For the reasons explained above, I affirm that the effective date of Dr. Wicks’ reassignment to Allen of her right to receive Medicare payments is February 14, 2017, with a retrospective billing date of January 15, 2017.

  • 1. Petitioner is considered a “supplier” for purposes of the Social Security Act (Act) and regulations. See Act § 1861(d), (u) (codified at 42 U.S.C. §§ 1395x(d), (u)); 42 C.F.R. § 498.2.
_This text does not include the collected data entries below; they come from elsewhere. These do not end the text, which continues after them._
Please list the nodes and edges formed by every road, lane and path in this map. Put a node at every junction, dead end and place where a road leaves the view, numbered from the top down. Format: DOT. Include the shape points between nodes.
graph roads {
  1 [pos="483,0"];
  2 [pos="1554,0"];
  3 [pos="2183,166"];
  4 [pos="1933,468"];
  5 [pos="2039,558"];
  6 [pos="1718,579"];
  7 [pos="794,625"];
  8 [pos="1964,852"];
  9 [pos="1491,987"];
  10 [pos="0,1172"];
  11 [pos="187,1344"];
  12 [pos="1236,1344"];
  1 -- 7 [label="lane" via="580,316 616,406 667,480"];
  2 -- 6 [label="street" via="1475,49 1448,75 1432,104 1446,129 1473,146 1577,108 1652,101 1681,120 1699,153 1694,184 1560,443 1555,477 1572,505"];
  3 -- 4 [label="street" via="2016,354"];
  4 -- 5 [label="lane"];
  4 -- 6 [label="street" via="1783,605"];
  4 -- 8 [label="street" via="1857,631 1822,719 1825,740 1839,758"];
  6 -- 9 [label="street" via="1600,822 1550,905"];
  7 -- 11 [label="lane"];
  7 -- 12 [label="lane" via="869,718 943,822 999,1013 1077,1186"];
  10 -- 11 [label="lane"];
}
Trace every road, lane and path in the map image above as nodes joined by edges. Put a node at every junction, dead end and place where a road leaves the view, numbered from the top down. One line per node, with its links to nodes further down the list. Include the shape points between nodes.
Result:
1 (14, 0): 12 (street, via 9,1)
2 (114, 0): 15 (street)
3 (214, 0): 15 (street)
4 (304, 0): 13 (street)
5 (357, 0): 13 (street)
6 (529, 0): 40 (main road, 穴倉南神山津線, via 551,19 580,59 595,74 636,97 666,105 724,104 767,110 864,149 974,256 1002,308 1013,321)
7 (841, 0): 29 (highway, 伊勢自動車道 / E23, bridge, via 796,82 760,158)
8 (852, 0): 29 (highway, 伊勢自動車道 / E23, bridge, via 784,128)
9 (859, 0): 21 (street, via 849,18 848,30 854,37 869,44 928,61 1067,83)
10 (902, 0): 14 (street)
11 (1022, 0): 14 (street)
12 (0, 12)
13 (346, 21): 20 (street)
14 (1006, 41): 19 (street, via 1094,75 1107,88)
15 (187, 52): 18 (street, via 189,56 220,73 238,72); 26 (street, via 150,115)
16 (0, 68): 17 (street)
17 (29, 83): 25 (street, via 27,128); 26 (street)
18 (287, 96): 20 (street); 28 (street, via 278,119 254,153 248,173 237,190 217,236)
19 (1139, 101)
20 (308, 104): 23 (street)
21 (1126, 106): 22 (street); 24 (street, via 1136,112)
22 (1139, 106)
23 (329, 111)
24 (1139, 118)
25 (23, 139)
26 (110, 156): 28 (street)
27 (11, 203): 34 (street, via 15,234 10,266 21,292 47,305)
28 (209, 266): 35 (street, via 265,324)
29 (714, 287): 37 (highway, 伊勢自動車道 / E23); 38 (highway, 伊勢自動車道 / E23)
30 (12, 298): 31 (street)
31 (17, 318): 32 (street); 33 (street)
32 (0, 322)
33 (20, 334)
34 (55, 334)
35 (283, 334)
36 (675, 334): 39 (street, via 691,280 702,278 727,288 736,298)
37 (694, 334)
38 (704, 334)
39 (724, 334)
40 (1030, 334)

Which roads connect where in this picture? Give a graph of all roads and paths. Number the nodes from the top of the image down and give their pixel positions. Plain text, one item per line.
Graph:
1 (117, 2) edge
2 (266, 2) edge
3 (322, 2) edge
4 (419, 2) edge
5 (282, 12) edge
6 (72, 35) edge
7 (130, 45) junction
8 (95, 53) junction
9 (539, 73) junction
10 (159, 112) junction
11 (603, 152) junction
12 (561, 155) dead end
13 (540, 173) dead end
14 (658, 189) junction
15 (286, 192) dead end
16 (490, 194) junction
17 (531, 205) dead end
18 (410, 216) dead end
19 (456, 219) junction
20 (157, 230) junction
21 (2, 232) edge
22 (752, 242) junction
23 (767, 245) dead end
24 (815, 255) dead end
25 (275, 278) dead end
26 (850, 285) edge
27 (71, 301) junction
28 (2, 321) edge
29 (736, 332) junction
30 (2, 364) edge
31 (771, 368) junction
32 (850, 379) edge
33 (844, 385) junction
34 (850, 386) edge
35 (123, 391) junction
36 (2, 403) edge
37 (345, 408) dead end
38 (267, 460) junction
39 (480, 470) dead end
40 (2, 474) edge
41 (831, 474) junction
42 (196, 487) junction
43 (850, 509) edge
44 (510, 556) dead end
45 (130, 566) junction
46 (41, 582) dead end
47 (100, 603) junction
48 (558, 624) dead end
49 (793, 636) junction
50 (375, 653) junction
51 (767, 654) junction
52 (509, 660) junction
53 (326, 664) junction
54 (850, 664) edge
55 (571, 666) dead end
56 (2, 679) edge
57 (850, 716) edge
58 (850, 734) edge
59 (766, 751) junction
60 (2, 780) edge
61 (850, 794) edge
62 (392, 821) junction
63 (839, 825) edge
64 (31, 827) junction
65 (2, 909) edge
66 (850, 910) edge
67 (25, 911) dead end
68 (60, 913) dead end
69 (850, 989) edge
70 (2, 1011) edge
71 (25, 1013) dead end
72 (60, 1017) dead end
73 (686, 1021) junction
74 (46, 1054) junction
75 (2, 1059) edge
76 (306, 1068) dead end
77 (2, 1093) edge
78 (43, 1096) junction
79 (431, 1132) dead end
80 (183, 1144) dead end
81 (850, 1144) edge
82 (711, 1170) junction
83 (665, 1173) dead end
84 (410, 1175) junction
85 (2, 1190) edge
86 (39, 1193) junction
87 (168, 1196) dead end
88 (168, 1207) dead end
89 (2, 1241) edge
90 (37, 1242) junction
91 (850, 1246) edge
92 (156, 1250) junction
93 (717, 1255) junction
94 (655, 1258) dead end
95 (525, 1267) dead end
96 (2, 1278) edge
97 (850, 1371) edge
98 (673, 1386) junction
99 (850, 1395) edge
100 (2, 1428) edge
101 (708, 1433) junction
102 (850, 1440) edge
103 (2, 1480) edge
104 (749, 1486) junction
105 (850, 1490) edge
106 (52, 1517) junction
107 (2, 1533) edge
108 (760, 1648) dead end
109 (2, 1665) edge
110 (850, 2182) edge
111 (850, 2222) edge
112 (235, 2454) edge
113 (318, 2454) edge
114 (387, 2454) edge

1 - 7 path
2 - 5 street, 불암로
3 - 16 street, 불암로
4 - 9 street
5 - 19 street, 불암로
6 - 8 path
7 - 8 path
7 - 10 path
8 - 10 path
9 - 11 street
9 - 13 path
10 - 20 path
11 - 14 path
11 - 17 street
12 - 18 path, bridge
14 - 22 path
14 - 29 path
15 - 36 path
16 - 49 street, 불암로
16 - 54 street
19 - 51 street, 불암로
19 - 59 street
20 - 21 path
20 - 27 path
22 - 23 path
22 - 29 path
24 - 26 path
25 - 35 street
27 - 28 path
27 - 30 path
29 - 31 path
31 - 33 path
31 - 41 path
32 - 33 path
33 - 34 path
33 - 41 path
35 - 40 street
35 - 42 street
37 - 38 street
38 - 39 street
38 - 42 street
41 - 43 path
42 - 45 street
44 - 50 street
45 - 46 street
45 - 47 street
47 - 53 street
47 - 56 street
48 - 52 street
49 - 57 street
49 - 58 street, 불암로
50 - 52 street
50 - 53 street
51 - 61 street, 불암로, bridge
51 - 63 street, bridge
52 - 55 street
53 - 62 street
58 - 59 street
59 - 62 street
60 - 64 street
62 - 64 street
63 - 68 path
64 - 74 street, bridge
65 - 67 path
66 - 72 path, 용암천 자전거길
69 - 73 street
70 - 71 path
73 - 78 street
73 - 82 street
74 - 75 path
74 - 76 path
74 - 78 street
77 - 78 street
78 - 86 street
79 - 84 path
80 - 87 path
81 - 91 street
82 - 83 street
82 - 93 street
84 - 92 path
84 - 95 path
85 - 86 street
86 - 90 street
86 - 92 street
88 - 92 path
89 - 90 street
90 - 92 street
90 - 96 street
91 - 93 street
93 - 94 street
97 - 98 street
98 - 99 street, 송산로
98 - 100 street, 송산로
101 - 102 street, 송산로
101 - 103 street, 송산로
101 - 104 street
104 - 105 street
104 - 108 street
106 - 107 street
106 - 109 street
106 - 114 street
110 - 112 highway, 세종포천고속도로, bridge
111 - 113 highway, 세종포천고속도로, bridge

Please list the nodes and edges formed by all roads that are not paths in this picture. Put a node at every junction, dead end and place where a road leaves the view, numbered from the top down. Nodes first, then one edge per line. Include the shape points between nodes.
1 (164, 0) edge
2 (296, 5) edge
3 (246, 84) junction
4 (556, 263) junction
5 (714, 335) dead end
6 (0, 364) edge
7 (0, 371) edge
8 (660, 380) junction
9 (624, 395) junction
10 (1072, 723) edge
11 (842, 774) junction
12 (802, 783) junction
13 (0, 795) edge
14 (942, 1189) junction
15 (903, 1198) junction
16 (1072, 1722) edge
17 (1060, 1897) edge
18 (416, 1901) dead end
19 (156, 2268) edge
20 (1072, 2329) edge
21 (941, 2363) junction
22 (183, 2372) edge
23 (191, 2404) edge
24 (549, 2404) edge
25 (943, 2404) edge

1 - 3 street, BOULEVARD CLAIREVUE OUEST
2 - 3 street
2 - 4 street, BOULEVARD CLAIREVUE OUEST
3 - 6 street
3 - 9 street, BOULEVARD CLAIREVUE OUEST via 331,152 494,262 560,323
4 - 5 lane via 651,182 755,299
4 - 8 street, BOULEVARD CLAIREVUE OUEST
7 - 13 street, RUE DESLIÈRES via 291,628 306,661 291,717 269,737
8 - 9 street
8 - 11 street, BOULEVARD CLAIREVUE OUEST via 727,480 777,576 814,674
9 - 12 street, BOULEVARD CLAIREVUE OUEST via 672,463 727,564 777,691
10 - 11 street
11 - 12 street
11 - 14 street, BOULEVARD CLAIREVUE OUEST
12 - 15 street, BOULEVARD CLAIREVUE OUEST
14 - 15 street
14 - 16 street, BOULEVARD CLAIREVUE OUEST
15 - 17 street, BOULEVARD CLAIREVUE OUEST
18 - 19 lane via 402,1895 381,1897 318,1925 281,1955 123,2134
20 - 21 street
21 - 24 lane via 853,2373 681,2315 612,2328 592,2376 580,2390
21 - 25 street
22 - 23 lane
  • 2. In its initial determination of February 24, 2017, Novitas identified January 15, 2017, as the “effective date” of Petitioner’s enrollment. CMS Ex. 3 at 2. However, by regulation, the “effective date” of enrollment is the date Novitas received an enrollment application from Petitioner that it eventually approved. See 42 C.F.R. § 424.520(d). Because January 15, 2017 is 30 days prior to the date Novitas received Petitioner’s application, it appears that Novitas incorrectly used the term “effective date” to refer to the date from which Petitioner was authorized to retrospectively bill for Medicare services. See 42 C.F.R. § 424.521(a)(1). Novitas confirmed this in its reconsidered determination. CMS Ex. 1 at 2. For clarity, I use the term “effective date” in this decision to refer to the effective date of reassignment that is established by regulation (February 14, 2017), not the date from which retrospective billing is authorized (January 15, 2017).
  • 3. The MPIM, among other authorities, refers to a supplier’s reassignment of Medicare “benefits” to an employer or other entity. For clarity in this decision, when I refer to reassigned benefits, I am referring to the supplier’s right to receive Medicare payments, since suppliers are not Medicare beneficiaries.
  • 4. CMS added section 15.5.20.E.3 to the MPIM by transmittal R676PI, which was effective December 19, 2016. See https://www.cms.gov/Regulations-and-Guidance/Guidance/Transmittals/2016-Transmittals-Items/R676PI.html. Thus, the MPIM’s direction to follow the “30-day rule” was applicable to the reassignment application Petitioner submitted in February 2017.